Out there on the vast frozen expanse, the EGRIP team used surface-penetrating radar to find where the ice sheet is thickest. It’s where they expected to find the most layers of ancient snow created by the most years of snowfall, and therefore the longest, oldest record of ancient climate. To get the best data, the researchers selected this particular location in the center of the East Greenland ice sheet. To get to the good stuff—the really old, deep stuff—they lower a remarkable custom-built drill-tube into the extremely solid ice. The tube is fitted with an electric motor, which drives sharp cutting bits. The crew lets the machine bore down, creating a long, thick cylinder of ice; the drill tube also has spring-loaded “dogs,” metallic paws that grab the end of a captured ice cylinder so that it can be winched up to the surface with its steel cable tether. In the cold work area around the drill, researchers carefully saw the extracted ice cores into standard 55-centimeter (22-inch) lengths, weigh each one, and note any obvious imperfections that might have been created by their coring system.
All the drilling, sawing, weighing, and measuring make up just the start of the process. Scientists examine the chemistry of the ice and the entrained air in great detail. We can know for certain how many years ago the snow fell and what the climate was like at the time. We can know what the atmosphere was made of back then and where the dust embedded in the ice came from. We can read the pages of the climate scientists’ history book. By tracing your finger along an EGRIP core, you can trace your way through a passage of ancient time. I did; it’s amazing. Perhaps because I can talk the engineering talk (and maybe just because I was there with a film crew—some disclosure), the EGRIP team let me handle several of those precious cores. These things are really hard to replace; they’re priceless, in their way. Each comes up as a cylinder of ice about 2 meters (6 feet) long. That much ice is quite heavy, but when I was down there handling these things, it was so exciting that I didn’t notice.

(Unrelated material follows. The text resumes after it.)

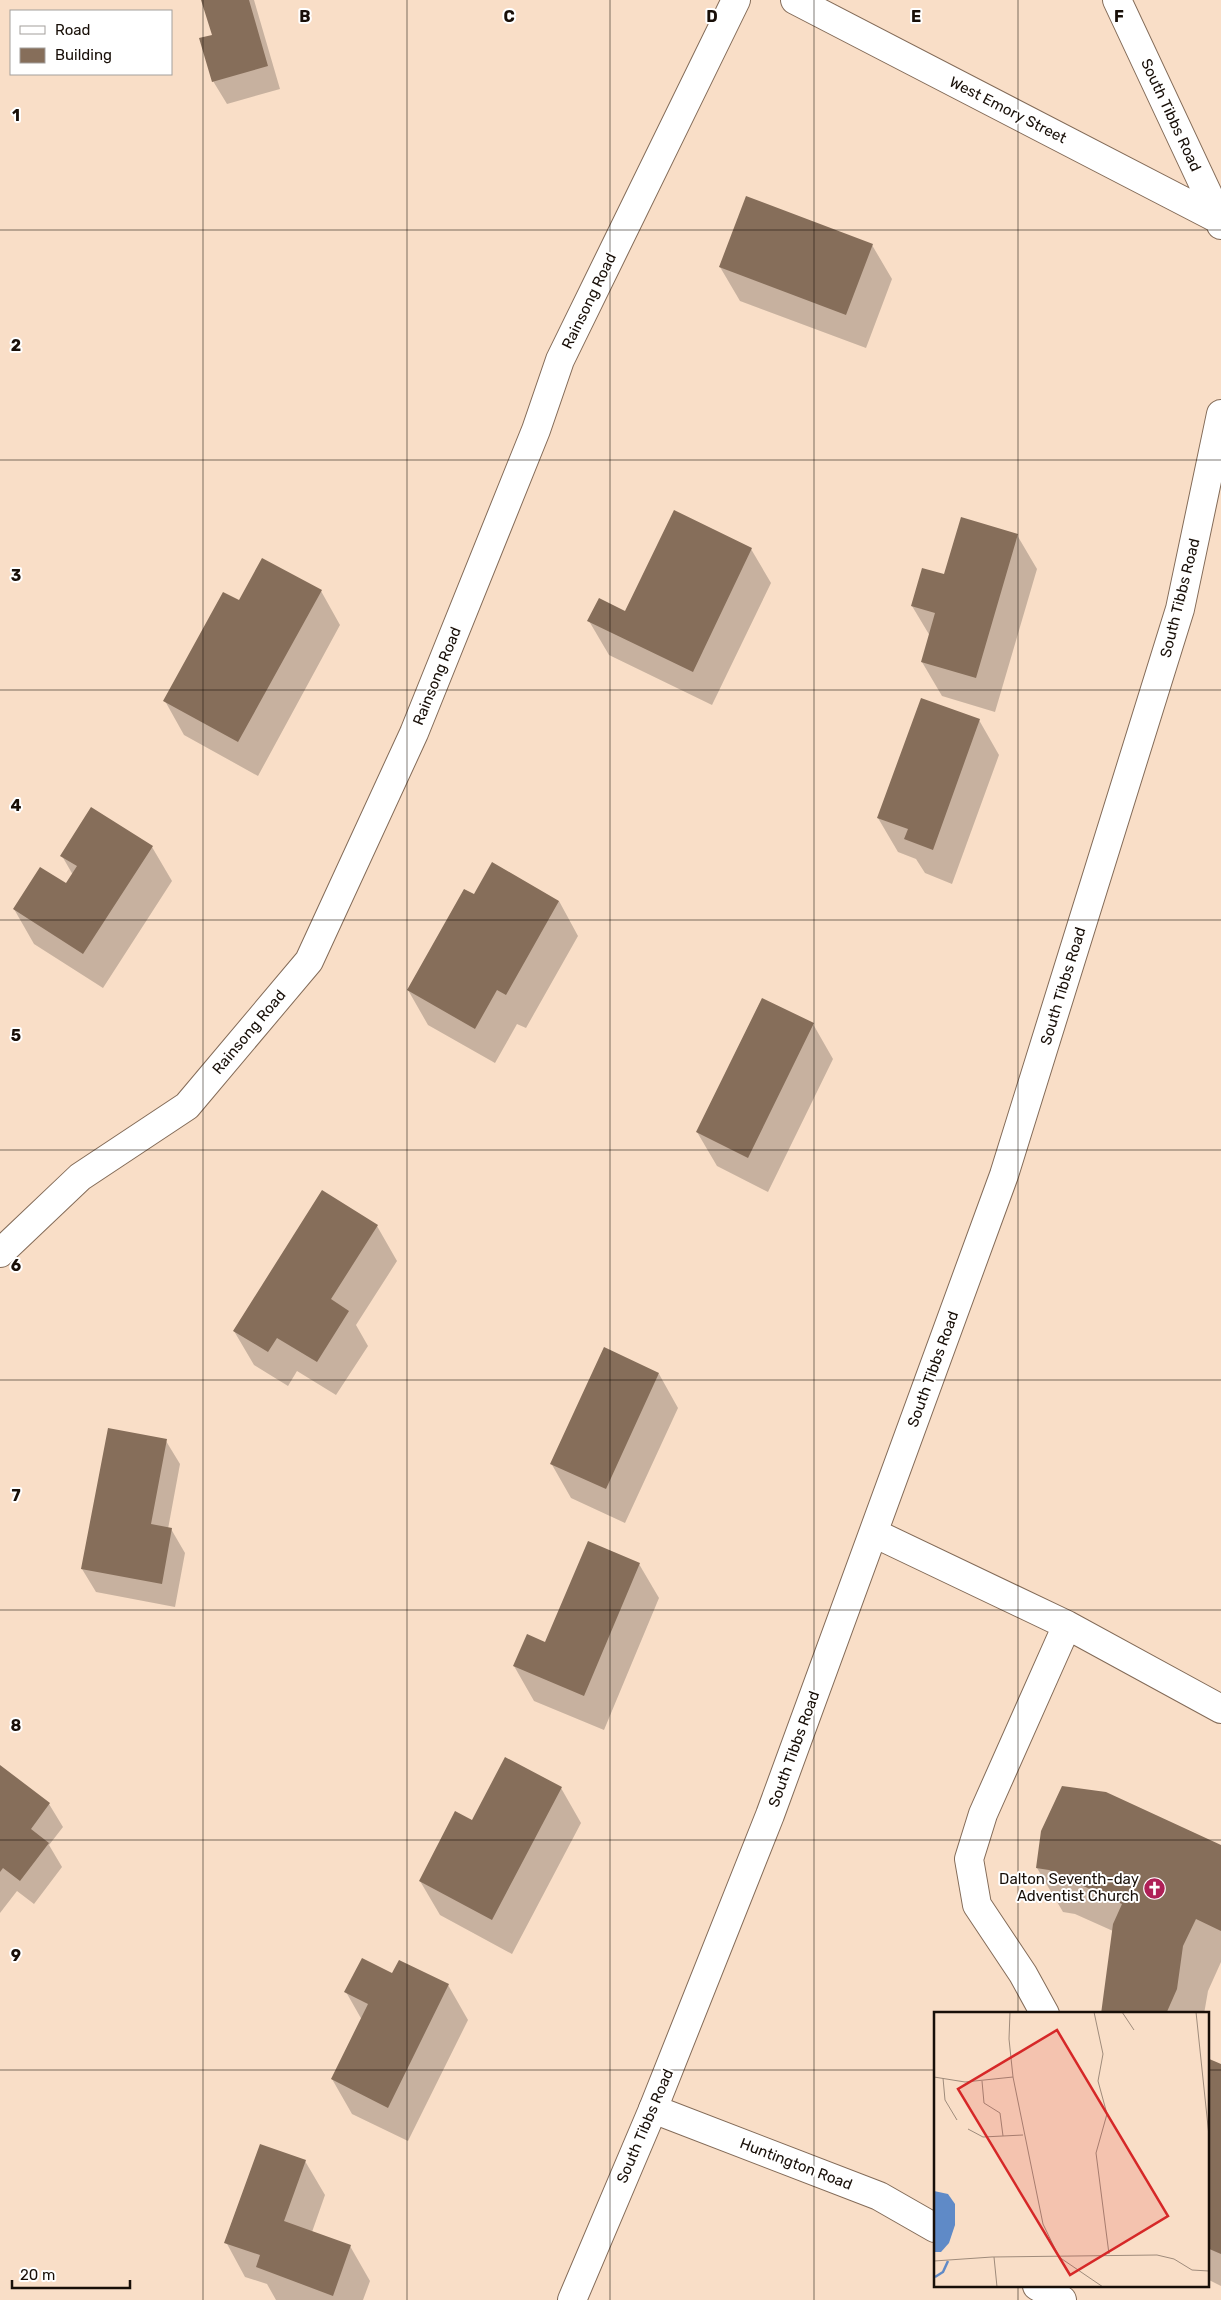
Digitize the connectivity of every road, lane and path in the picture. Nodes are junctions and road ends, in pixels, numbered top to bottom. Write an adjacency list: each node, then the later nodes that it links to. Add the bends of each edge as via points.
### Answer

Whether in the very cold hollowed-out cave laboratory connected t
o the drilling area or back at a similarly cold lab in Copenhagen or Denver, climate scientists count the layers of snow ice. They do it just like you would count tree rings in a tree stump, and it tells the same basic story: Each layer or closely packed group of layers corresponds to 1 year (one season) of snowfall. If the separating layer between years is not optically obvious, the researchers examine the ice more thoroughly using a pair of electrical conductivity probes, which can detect subtle year-to-year differences in the composition of the snowfall. Not too far from the surface, where the old snow layers are less compressed, trapped air bubbles are readily visible. Deeper down, the layers corresponding to each snow season are squeezed thinner and thinner by the increasing weight of the snow above. The bubbles are still there, but they get compressed nearly down to invisibility. Deeper still, the bubbles are squeezed to such a degree that they disappear; they’ve dissolved completely into the solid ice.